Researchers at Linköping University and KTH Royal Institute of Technology have developed the world’s first wooden electric transistor. This breakthrough could revolutionize the electronics industry in terms of efficiency and sustainability.
Although wooden transistors have been attempted before, previous experiments could only modulate the transport of ions. The new transistors can function continuously and regulate the flow of electricity without degradation.
The researchers achieved this by using balsa wood with a uniform structure throughout, where they removed the lignin, leaving only long cellulose fibres with grooves. They then filled the grooves with a conductive plastic called PEDOT: PSS, creating a conductive wood. The resulting transistor regulates current and functions continuously at a selected output level.
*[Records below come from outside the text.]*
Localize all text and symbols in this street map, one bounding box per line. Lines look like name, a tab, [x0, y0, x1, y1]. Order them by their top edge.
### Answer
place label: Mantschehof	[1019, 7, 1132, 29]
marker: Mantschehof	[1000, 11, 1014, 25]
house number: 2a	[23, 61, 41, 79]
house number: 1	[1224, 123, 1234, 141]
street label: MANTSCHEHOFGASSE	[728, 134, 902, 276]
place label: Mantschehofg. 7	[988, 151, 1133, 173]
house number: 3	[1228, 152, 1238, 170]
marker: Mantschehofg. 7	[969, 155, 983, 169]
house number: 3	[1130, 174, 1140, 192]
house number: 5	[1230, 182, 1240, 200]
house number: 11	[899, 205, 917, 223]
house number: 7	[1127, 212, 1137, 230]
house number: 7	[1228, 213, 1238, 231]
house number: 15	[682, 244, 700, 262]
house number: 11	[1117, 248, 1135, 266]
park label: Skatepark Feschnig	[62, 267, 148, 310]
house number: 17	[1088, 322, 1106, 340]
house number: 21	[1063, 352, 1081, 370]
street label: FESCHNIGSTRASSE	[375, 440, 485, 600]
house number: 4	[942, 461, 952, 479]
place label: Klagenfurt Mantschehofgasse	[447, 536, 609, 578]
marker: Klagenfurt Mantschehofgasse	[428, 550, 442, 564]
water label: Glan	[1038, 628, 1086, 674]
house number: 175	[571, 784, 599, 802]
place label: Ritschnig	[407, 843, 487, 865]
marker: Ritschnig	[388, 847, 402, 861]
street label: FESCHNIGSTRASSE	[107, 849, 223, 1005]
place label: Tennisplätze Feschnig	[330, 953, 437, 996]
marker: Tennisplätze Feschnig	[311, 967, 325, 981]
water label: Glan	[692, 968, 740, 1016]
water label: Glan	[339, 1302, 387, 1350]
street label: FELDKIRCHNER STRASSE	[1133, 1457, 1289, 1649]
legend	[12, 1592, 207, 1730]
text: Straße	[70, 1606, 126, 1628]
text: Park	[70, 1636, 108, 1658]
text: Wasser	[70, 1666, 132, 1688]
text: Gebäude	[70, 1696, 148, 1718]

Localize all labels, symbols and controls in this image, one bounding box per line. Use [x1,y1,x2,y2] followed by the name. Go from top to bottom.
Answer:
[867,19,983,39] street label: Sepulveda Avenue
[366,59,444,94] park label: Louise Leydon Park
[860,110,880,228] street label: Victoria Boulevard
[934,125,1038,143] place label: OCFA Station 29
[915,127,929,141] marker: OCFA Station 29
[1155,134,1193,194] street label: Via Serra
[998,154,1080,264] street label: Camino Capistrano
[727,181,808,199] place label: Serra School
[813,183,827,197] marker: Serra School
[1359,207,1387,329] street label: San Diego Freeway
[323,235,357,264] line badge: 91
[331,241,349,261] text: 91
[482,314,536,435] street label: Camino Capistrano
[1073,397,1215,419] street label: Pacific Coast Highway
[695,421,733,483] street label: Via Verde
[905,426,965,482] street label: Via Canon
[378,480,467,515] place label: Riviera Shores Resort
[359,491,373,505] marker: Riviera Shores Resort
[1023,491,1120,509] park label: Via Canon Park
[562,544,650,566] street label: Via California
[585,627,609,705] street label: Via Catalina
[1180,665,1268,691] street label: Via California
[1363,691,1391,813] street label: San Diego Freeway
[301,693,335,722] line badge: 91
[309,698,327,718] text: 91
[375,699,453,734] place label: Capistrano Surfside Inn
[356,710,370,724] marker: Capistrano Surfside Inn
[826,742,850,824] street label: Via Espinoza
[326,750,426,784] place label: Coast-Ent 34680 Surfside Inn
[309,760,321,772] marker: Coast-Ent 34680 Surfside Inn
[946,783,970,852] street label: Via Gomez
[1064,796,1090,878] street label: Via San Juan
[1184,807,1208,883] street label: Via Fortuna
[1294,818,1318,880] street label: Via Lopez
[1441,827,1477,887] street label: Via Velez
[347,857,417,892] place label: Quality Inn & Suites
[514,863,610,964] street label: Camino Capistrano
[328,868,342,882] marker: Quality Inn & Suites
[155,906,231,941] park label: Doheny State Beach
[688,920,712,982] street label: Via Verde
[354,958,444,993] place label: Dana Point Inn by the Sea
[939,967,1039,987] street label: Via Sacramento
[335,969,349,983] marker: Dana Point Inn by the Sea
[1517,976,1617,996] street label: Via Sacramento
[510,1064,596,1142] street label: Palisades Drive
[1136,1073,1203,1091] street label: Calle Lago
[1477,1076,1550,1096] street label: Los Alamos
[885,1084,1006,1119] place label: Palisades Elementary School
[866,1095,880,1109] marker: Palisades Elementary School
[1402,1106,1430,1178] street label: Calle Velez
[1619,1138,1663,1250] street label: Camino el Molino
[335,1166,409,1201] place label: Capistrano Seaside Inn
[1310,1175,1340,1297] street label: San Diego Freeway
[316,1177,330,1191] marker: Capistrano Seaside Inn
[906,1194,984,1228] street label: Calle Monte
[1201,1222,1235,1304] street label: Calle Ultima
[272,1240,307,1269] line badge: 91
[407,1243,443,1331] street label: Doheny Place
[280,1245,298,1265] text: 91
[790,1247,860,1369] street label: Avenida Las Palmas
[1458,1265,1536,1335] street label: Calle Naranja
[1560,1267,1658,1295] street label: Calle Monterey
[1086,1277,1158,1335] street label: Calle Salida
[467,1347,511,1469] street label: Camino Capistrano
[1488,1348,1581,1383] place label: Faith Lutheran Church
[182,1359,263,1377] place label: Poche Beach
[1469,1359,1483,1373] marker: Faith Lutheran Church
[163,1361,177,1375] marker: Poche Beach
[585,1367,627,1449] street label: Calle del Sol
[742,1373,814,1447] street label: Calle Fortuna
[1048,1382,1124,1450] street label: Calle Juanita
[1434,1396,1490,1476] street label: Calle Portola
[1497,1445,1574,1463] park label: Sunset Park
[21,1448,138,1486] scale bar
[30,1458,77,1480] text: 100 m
The new wooden transistor takes about 1 second to switch off and 5 seconds to switch on. Although the channel of the final transistor is large, the researchers say this is an advantage, as it can withstand higher currents than ordinary organic transistors, which could be important in certain future applications.
This breakthrough offers a sustainable and eco-friendly alternative to traditional transistor materials. Wood is a renewable resource, and this development could lead to a new wave of sustainable electronics. The research could also lead to further advances in the field of organic electronics.
This development could also significantly impact the electronics industry, which is known for generating a large amount of electronic waste. The traditional materials used in electronics, such as metals and plastics, are non-renewable and non-biodegradable. Using wooden transistors could reduce the environmental impact of the electronics industry.